We met at a Halloween party during our sophomore year of high school. The first words we ever said were said in between laughs, which we did a lot. I remember leaving that party thinking, "How have I never met him before?" It was like we were going to be best friends from that moment on, but since our high school was overpopulated, we didn't meet again until our junior year when I joined a club you were in. From then on, we were best friends. We would go to movies, travel together, and always laugh. I always cherished our time together during high school. I let you in; I broke down my walls for you. I let you in with my family, something that I don't do often. I trusted you with every secret I ever had. There came a time, after high school, when we both moved off to college that we didn't talk as much anymore. Other than us not talking as much, nothing changed. I still trusted you and we still laughed, but what I once felt for you changed. I saw you not only as a best friend, but someone I loved. Although we were apart more than we were together, I still wanted us to be together.

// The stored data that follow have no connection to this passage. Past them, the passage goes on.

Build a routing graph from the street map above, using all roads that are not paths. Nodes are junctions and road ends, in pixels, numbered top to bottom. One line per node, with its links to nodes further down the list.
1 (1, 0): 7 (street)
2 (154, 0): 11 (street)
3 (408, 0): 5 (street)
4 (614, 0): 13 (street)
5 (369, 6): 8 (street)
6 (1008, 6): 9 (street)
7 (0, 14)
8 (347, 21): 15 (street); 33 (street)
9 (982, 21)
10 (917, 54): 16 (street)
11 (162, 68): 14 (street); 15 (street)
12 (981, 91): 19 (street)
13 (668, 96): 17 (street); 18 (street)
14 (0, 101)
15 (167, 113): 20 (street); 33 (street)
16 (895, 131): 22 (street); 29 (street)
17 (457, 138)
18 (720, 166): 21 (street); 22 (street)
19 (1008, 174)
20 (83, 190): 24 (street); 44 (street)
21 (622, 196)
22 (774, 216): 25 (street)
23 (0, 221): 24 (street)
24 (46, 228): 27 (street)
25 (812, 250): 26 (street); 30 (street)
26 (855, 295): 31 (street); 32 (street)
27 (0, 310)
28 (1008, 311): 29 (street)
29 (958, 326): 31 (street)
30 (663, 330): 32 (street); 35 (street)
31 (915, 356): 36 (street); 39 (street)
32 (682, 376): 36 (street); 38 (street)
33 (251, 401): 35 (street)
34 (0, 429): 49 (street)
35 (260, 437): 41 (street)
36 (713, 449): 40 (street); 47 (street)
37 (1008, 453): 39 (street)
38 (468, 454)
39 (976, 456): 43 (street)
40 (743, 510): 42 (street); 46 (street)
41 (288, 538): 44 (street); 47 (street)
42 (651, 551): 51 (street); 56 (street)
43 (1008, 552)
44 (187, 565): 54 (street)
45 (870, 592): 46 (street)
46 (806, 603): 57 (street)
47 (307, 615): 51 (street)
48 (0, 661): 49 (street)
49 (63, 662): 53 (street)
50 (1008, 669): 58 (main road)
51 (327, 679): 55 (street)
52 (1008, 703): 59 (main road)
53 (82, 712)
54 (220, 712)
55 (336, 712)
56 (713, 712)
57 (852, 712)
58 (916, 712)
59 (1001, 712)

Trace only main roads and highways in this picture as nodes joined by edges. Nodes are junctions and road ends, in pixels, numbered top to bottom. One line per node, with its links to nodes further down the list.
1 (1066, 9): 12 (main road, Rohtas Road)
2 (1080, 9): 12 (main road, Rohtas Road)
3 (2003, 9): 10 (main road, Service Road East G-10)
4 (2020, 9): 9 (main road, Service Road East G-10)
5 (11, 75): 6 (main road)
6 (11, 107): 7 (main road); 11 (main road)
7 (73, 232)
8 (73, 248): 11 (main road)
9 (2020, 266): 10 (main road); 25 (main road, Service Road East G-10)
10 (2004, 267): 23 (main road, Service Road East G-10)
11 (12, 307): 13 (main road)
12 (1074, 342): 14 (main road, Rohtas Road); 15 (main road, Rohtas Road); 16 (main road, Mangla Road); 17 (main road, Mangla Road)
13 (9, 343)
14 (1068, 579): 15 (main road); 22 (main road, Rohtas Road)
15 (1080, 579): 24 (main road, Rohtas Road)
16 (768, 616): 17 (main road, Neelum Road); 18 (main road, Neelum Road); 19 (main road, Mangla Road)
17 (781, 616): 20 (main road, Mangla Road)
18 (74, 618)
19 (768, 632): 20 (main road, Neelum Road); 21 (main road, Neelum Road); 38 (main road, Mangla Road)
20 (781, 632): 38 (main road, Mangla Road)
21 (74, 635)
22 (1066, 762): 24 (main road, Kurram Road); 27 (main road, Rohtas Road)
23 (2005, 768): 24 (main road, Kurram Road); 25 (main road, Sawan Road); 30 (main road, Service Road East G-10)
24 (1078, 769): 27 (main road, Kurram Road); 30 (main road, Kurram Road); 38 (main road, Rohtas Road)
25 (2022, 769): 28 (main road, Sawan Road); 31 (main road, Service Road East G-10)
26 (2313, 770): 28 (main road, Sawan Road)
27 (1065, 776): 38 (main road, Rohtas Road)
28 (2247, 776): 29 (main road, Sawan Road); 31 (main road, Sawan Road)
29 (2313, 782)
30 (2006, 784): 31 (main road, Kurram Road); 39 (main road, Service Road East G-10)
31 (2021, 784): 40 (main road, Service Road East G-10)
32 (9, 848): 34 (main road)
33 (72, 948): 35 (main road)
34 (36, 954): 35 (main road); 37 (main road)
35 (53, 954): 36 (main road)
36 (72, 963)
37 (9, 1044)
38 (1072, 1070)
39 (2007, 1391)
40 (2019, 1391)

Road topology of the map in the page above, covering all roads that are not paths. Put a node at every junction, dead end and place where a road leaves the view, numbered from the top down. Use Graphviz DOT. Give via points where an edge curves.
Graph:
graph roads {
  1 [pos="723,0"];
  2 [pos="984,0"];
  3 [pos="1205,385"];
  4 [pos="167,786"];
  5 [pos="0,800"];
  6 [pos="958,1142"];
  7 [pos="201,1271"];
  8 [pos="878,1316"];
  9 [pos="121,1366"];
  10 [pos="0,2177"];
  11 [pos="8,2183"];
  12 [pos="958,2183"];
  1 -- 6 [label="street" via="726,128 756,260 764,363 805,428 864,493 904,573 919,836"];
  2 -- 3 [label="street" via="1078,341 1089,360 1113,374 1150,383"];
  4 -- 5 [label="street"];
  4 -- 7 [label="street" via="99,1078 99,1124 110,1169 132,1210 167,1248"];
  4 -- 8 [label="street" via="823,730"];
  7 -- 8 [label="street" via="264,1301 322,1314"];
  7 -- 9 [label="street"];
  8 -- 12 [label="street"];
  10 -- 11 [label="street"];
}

One day after years of gaining up enough courage, I told you that I wanted to be with you. You had just left my house to go back to school, and I wanted to tell you so badly, but I couldn't. I watched you back out of my driveway, and I felt like the biggest loser ever. I wanted to be fair to myself because I couldn't keep holding onto you like I was. I called you on the phone, and I told you that you were the only person I wanted to be with. My heart was beating out of my chest, but I was confident in myself.
I'm not mad that you didn't love me back. Sometimes I have trouble loving myself, too. I'm not mad that you didn't want to be with me. There's always a chance of that when you take the risk of telling someone you love them. We are in different states so we would've had a long distance relationship, but for you, I would've done anything.
I just hope that you can still talk to me without it being weird. I just hope that you didn't shrug my feelings off like I meant nothing to you. I have spent so many years of my life loving you as a friend and as something more. I don't think that's going to end anytime soon. I hope that whoever you do love, loves you back. Because not being loved back sucks, a lot. I hope that whoever you love, sees the light in your eyes like I did.
We haven't talked since that day, and I guess that's OK. I still think about you and hope that you're OK. You were the one person in my life for so long that I felt actually understood me. If there's ever a moment where you want to call me and just talk, don't hesitate. Although I'm not waiting around for you to call me, I would answer and be happy that you did.
I will always be grateful for that Halloween party.